Another aspect dealt with in two of the articles is that of supply chain. Ebrahim Nejad and Kuzgunkaya in their study “On the value of response time characteristics in robust design of supply flow” develop a multi-stage robust optimization model to determine optimal strategic stock level and response speed of volume-flexible back-up supplier in order to mitigate disruptions and achieve a robust supply flow.
In an article entitled “An experimental investigation of lean management in aviation – avoiding unforced errors for better supply chain”, Raghu Kumar, Sharma and Agarwal identify important factors which constrain implementation and sustenance of lean strategies in the aviation industry, and ways to avoid slow attrition within annals of lean, based on information collected through survey and a case study.
The three remaining papers look, respectively, at the issues of operations strategy, workload control and scheduling. Jagoda and Kiridena in their investigation “Operations strategy processes and performance: insights from the contract apparel manufacturing industry” explore the significance and dynamics of alternative operations strategy processes, towards developing a more complete picture of the strategy process-context-performance nexus. Data were collected from 109 contract apparel manufacturing firms in Sri Lanka and cluster analysis was used to identify alternative configurations of strategy process modes.
In “A case study of the successful implementation of workload control: a practitioner-led approach”, Silva, Stevenson and Thurer shed light on a successful implementation of workload control in which the implementation was practitioner (rather than researcher) led, whereas the researchers played a facilitating role.
Maleki and Taghavi Fard in the article “Evaluation of scheduling using triangular whitenization functions” investigate the grey systems theory as a method for standard time determination using triangular whitenization weight functions for an assembly activity at an Iranian company.
As Guest Editors, we have appreciated the rich and exciting opportunity to put together this Special Issue.

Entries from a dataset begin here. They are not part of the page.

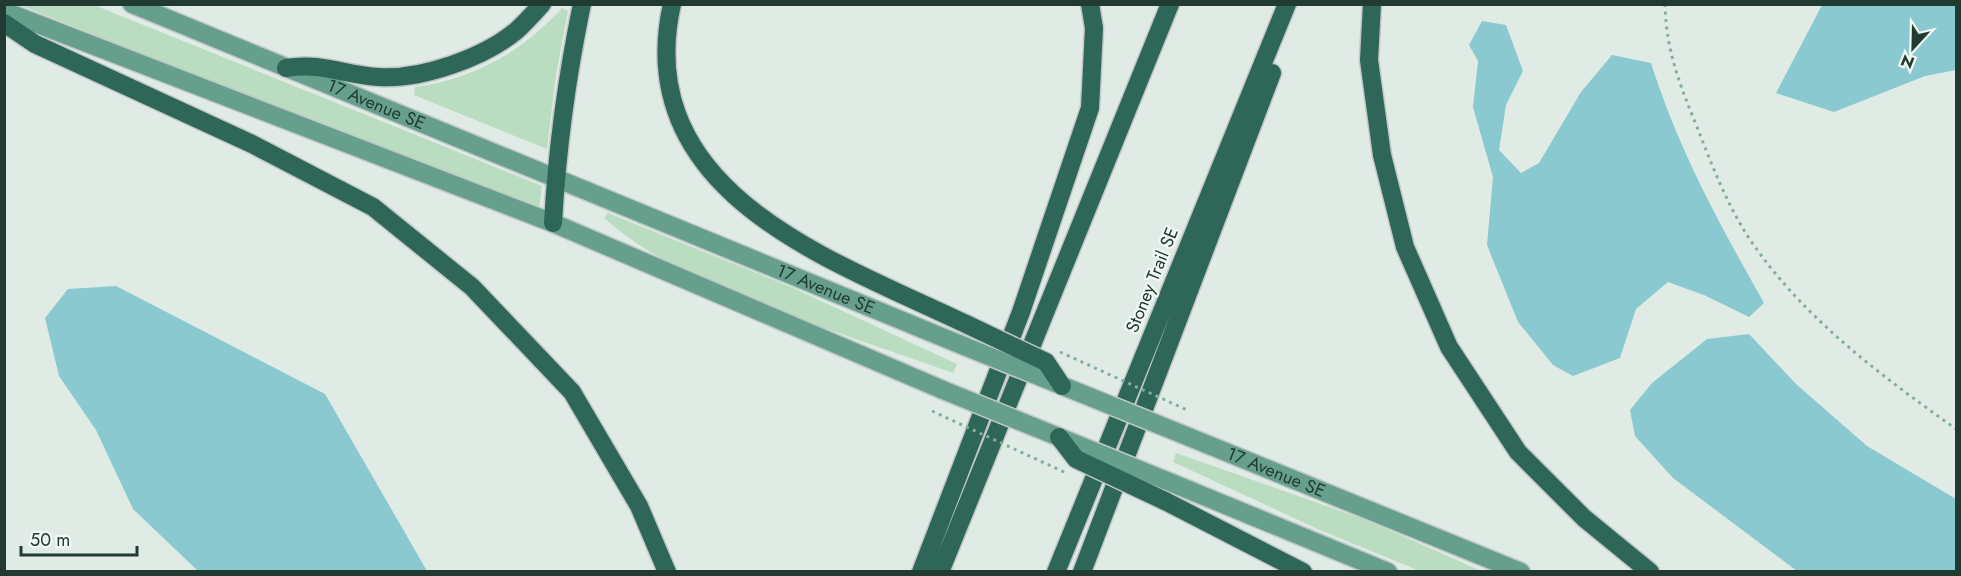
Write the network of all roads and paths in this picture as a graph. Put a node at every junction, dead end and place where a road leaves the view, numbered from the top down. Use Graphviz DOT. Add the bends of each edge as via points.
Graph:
graph roads {
  1 [pos="132,4"];
  2 [pos="542,4"];
  3 [pos="582,4"];
  4 [pos="672,4"];
  5 [pos="1090,4"];
  6 [pos="1170,4"];
  7 [pos="1372,4"];
  8 [pos="1665,4"];
  9 [pos="1286,8"];
  10 [pos="4,11"];
  11 [pos="4,23"];
  12 [pos="286,68"];
  13 [pos="556,177"];
  14 [pos="554,223"];
  15 [pos="1058,351"];
  16 [pos="1062,386"];
  17 [pos="1187,410"];
  18 [pos="933,411"];
  19 [pos="1956,429"];
  20 [pos="1059,437"];
  21 [pos="1072,475"];
  22 [pos="667,572"];
  23 [pos="921,572"];
  24 [pos="940,572"];
  25 [pos="1056,572"];
  26 [pos="1082,572"];
  27 [pos="1303,572"];
  28 [pos="1388,572"];
  29 [pos="1521,572"];
  30 [pos="1650,572"];
  1 -- 12 [label="main road, 17 Avenue SE"];
  2 -- 12 [label="highway" via="515,32 457,64 418,74 378,77 308,64"];
  3 -- 13 [label="highway" via="571,55"];
  4 -- 16 [label="highway, bridge" via="665,37 670,90 686,132 713,177 748,210 788,237 1046,362"];
  5 -- 23 [label="highway" via="1094,28 1090,108 1021,312"];
  6 -- 24 [label="highway"];
  7 -- 30 [label="highway" via="1369,60 1382,155 1405,247 1449,347 1518,452 1584,518"];
  8 -- 19 [label="path" via="1673,69 1711,163 1746,234 1783,284 1813,315 1853,352"];
  9 -- 25 [label="highway, Stoney Trail SE"];
  9 -- 26 [label="highway" via="1285,39"];
  10 -- 14 [label="main road"];
  11 -- 22 [label="highway" via="35,44 252,144 372,207 472,287 572,392 639,506"];
  12 -- 13 [label="main road, 17 Avenue SE"];
  13 -- 14 [label="highway"];
  13 -- 16 [label="main road, 17 Avenue SE, bridge"];
  14 -- 20 [label="main road, bridge"];
  15 -- 17 [label="path, bridge"];
  16 -- 29 [label="main road, 17 Avenue SE, bridge"];
  18 -- 21 [label="path, bridge"];
  20 -- 27 [label="highway, bridge" via="1076,459"];
  20 -- 28 [label="main road, bridge"];
}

Our thanks must go to the authors of the papers for their enthusiasm, patience and determination to provide their best efforts which permitted us to create this varied and interesting issue. We would also like to express our gratitude to the many reviewers (both of these papers and those that are finally not included), whose thorough and professional feedback provided great help and support to the authors to improve their papers.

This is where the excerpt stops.